Несколько месяцев спустя после посещения Сойвы Асталошем я вернулся после двухлетнего отсутствия домой в Берегсас.
Дома за это время многое изменилось.
Добрую половину нашего сада отец продал Марковичу. Теперь сад Марковича окружал наш сад прямоугольником. На одной части купленного у нас участка уксусный фабрикант вырубил все деревья и на месте фруктового сада построил огромную конюшню, в которой помещалось пятьдесят лошадей. За последнее время Маркович стал поставлять лошадей в армию.
Уменьшение нашего сада меня очень опечалило. Но, к сожалению, это было еще не самое грустное из ожидавших меня изменений.
Очень изменился сам отец. Он постарел. За время моего пребывания в Сойве он навещал меня три раза, но там я этого не замечал. Дома, в привычной обстановке, я сразу понял, что он уже не тот, каким был раньше, ни в отношении выпивки, ни по уменью рассказывать. Что касается выпивки — теперь он пил еще больше, чем прежде, но не так, как раньше. Он не любовался больше цветом вина, не закрывал глаз, когда первый раз опускал в стакан кончик языка, теперь он просто лил в себя вино. Как будто исполнял какую-то неприятную обязанность. А рассказывать он почти совершенно перестал.
Раньше, особенно когда он рассказывал или смеялся, лицо его было как у ребенка. Серовато-голубые глаза смотрели по-детски, выражения лица не портили даже длинные, висячие, соломенного цвета усы. Если он обижался на что-либо и часами сидел молча, он тоже походил на капризного ребенка или на ребенка, который играет роль взрослого и для этой цели берет в рот трубку. Только когда он молчал, смотреть ему в глаза было неприятно, так как в таких случаях они глядели бесконечно грустно, пристально, — может быть, в прошлое, а возможно, и в будущее.
Теперь у отца был постоянно грустный взгляд, и он не смотрел в глаза тому, с кем разговаривал.
Выступление Асталоша в Сойве в известной степени повлияло и на судьбу моего отца. Как мы знаем, Асталош жил у дяди Фэчке, в Цыганском Ряду. Хижина, в которой обретался Фэчке, принадлежала моему отцу. Неделю спустя после того, как жандармы привели Асталоша из Сойвы в Берегсас, бургомистр Гати позвал к себе моего отца и дал ему «дружеский совет»: не терпеть в своем доме такого «подозрительного типа», как Фэчке.

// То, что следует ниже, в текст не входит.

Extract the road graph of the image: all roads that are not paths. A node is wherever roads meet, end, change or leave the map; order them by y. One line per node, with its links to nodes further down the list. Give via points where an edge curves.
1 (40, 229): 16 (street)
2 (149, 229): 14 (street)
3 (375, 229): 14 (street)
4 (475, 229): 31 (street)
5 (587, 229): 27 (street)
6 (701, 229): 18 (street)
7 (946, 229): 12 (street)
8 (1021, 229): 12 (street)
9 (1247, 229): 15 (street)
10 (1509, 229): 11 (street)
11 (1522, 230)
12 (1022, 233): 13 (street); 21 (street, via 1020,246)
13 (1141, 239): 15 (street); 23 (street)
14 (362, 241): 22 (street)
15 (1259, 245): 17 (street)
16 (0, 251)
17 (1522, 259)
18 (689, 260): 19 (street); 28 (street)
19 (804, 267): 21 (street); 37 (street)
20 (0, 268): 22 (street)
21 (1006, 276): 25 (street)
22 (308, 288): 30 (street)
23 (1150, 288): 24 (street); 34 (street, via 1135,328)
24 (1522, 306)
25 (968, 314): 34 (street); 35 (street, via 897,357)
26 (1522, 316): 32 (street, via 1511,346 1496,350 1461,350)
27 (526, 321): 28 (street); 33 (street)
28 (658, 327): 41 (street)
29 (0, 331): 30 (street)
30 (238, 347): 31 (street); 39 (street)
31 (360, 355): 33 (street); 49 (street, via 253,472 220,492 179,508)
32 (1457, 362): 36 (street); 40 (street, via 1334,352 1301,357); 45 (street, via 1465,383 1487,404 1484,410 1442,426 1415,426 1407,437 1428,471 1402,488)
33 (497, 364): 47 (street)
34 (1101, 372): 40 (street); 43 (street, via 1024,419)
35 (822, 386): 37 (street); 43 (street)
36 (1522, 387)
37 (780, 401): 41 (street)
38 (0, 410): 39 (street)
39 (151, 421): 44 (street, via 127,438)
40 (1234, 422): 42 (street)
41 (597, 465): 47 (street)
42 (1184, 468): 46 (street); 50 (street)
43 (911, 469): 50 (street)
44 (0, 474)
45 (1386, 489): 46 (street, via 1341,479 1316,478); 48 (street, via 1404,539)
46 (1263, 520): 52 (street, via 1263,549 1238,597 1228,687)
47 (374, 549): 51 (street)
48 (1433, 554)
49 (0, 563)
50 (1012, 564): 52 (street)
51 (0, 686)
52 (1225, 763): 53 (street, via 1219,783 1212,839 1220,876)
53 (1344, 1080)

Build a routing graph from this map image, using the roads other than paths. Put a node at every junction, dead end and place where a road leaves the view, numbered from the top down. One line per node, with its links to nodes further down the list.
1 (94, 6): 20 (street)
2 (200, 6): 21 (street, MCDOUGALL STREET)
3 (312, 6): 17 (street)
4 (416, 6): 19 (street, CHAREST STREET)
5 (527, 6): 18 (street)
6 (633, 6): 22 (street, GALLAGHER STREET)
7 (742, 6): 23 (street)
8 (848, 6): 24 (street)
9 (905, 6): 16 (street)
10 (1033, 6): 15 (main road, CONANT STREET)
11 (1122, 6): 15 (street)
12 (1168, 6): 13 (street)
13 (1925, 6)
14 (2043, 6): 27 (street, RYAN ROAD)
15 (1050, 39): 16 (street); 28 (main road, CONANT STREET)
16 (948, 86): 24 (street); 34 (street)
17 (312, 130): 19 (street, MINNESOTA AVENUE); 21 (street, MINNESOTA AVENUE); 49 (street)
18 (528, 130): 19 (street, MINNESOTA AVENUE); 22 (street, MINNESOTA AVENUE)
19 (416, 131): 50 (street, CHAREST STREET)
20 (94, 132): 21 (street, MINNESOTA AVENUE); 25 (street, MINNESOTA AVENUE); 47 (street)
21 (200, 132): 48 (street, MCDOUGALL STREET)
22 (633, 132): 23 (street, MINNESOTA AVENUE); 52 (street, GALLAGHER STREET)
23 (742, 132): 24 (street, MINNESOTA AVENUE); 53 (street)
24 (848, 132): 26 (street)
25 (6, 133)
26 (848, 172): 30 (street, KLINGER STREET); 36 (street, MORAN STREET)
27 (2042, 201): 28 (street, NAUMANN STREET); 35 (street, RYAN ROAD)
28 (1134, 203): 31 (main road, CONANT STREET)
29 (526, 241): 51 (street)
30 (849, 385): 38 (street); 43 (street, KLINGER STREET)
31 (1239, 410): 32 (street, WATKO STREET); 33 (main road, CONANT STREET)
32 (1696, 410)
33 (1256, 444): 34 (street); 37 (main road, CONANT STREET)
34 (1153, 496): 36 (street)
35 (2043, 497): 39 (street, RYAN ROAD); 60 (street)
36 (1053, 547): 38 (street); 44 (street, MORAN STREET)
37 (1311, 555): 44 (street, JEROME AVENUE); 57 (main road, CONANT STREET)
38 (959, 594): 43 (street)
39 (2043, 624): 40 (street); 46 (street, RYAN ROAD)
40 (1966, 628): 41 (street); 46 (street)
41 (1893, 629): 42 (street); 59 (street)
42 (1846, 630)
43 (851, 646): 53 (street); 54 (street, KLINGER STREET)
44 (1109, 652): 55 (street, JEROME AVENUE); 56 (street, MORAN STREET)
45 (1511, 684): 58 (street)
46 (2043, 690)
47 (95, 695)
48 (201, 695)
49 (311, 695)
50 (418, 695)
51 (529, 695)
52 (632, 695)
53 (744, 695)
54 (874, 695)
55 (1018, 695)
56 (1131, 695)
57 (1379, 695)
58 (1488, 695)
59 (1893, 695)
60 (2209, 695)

Через несколько дней отец и дядя Фэчке явились в контору нотариуса. Дядя Фэчке купил домик моего отца в Цыганском Ряду за сто семьдесят пять форинтов и тут же уплатил полностью наличными. Таким образом, отец больше не терпел в своем доме этого «подозрительного типа», так как дом, в котором жил Фэчке, принадлежал теперь ему самому. Этот примитивный обман имел два неприятных последствия: одно — для дяди Фэчке, другое — для отца.
Фэчке позвали в полицию и спросили, откуда он взял сто семьдесят пять форинтов, которые уплатил за дом. Фэчке врал, что ему приходило в голову, но это не помогло. Оп получил возможность размышлять в течение шести недель о том, что не всегда и не каждому приятно быть домовладельцем.

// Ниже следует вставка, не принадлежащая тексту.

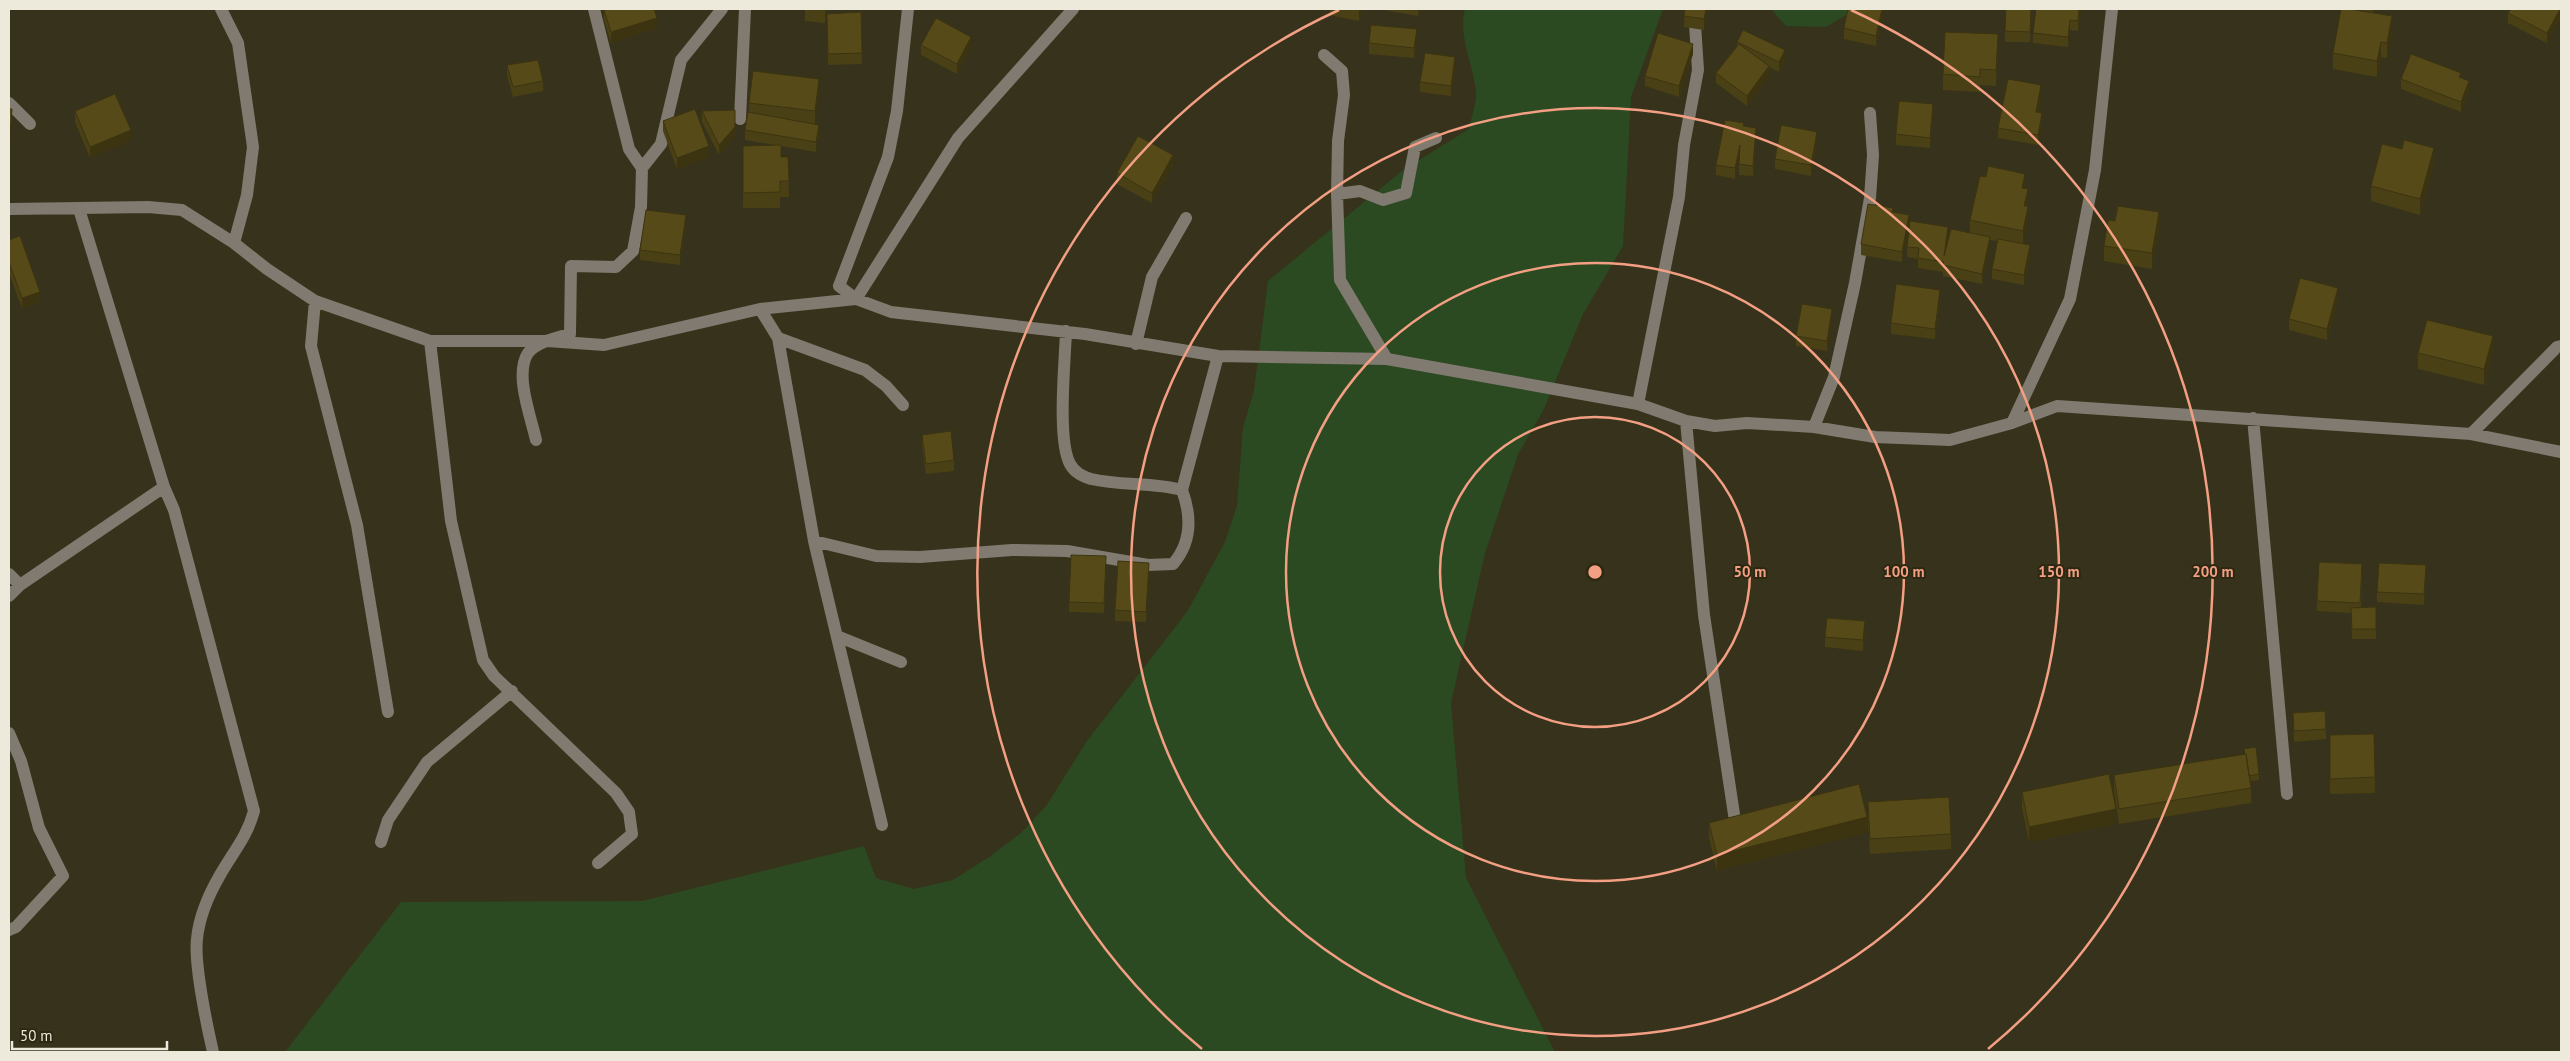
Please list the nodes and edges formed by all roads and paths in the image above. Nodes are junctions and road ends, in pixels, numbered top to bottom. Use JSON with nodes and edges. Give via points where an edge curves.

Отцу городская управа отомстила тем, что повысила ему налог. И хотя в этот период доход отца из года в год уменьшался, налог на него все увеличивался.
О самом важном последствии сойвинского выступления Асталоша я узнал только десять лет спустя: через несколько дней после ареста Асталоша, в поленском лесу, в присутствии уполномоченного из Будапешта, было основано сойва-полено-харшфалвинское отделение профсоюза деревообделочников и лесных рабочих. Этот профсоюз руководил борьбой за освобождение Асталоша.

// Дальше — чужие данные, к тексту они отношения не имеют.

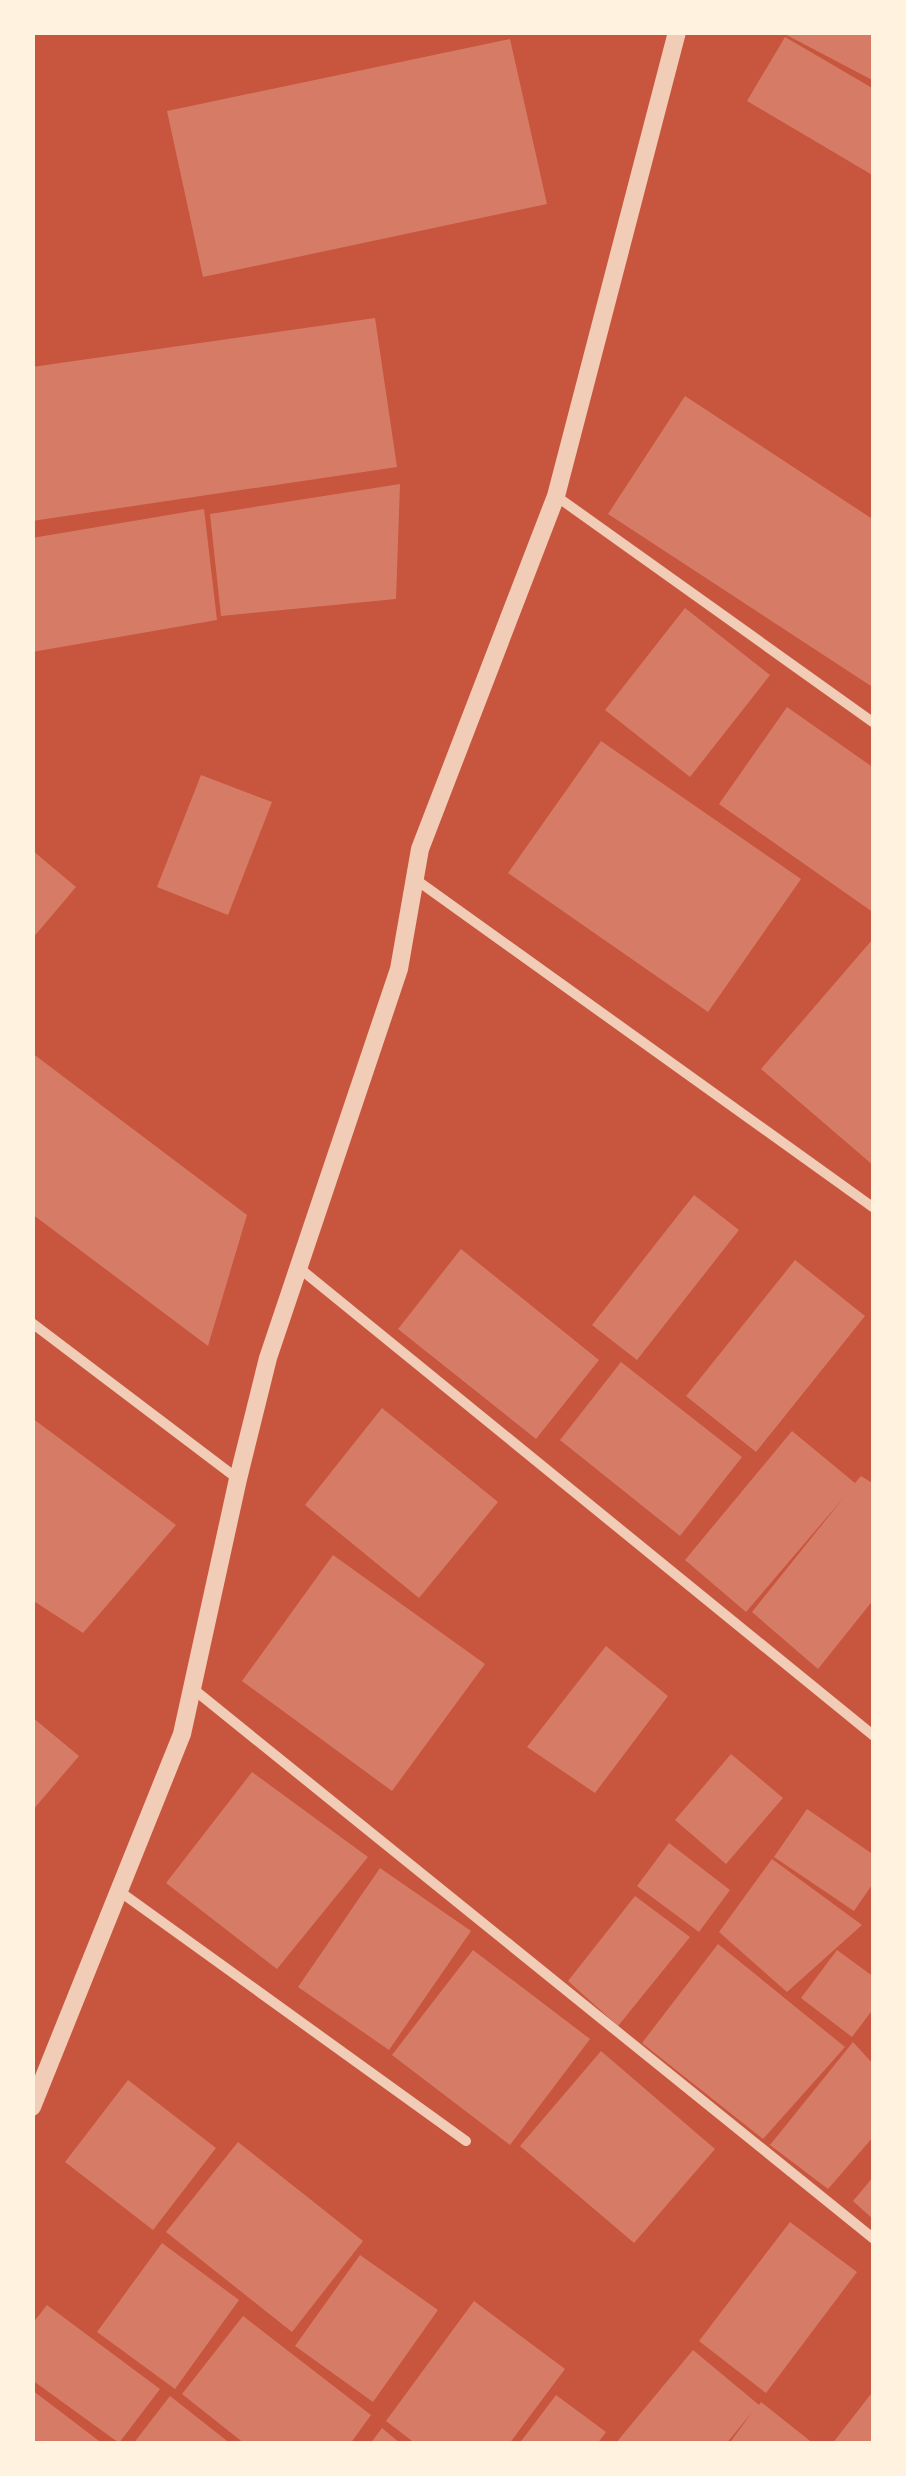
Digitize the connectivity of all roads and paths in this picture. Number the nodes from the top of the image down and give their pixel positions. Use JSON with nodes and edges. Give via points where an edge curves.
{"nodes":[{"id":1,"x":677,"y":32,"type":"edge"},
{"id":2,"x":556,"y":496,"type":"junction"},
{"id":3,"x":874,"y":723,"type":"edge"},
{"id":4,"x":415,"y":879,"type":"junction"},
{"id":5,"x":874,"y":1208,"type":"edge"},
{"id":6,"x":298,"y":1267,"type":"junction"},
{"id":7,"x":32,"y":1323,"type":"edge"},
{"id":8,"x":238,"y":1479,"type":"junction"},
{"id":9,"x":192,"y":1688,"type":"junction"},
{"id":10,"x":874,"y":1736,"type":"edge"},
{"id":11,"x":118,"y":1890,"type":"junction"},
{"id":12,"x":32,"y":2107,"type":"edge"},
{"id":13,"x":466,"y":2141,"type":"dead end"},
{"id":14,"x":874,"y":2239,"type":"edge"}],
"edges":[{"from":1,"to":2,"type":"street"},
{"from":2,"to":3,"type":"street"},
{"from":2,"to":4,"type":"street","via":[[420,849]]},
{"from":4,"to":5,"type":"street"},
{"from":4,"to":6,"type":"street","via":[[399,969]]},
{"from":6,"to":8,"type":"street"},
{"from":6,"to":10,"type":"street"},
{"from":7,"to":8,"type":"street"},
{"from":8,"to":9,"type":"street"},
{"from":9,"to":11,"type":"street","via":[[182,1734]]},
{"from":9,"to":14,"type":"street"},
{"from":11,"to":12,"type":"street"},
{"from":11,"to":13,"type":"street"}]}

Моя родина, в узком смысле слова комитат Берег, гордится двумя вещами. Два значительнейших исторических события очень тесно связаны с политыми кровью землями благородного комитата.
Первое из них — завоевание венгерской родины.
Как нас учили в школе — венгры пришли в нынешнюю Венгрию в 896 году через Верецкский проход, после чего сорок дней отдыхали под Мункачем. Верецкский проход, так же как и Мункач, находится на берегской земле. Серьезные научные книги утверждают, правда, будто все это не имеющая никакого основания легенда, однако событие такой огромной важности дает полное право гордиться им, даже если оно никогда и не происходило.
Тем, что венгры завоевали родину, гордятся главным образом школьники. Вышедшие же из школьного возраста берегцы не очень интересуются этим событием.
Может быть, потому, что перехода через Верецке в действительности не было, а возможно, потому, что если даже он и был, то это произошло очень давно.
Иначе обстоит дело с другой гордостью Берегского комитата.
Ференц Ракоци действительно был берегцем.
Мать Ференца Ракоци, воинственная Илона Зрини, некогда смело и бесстрашно защищала Мункач, старинный укрепленный замок рода Ракоци, от посягательств Габсбургов. И сам Ракоци действительно принес через Верецкский проход в Венгрию знамя, на котором было написано: «Pro patria et libertate» [17].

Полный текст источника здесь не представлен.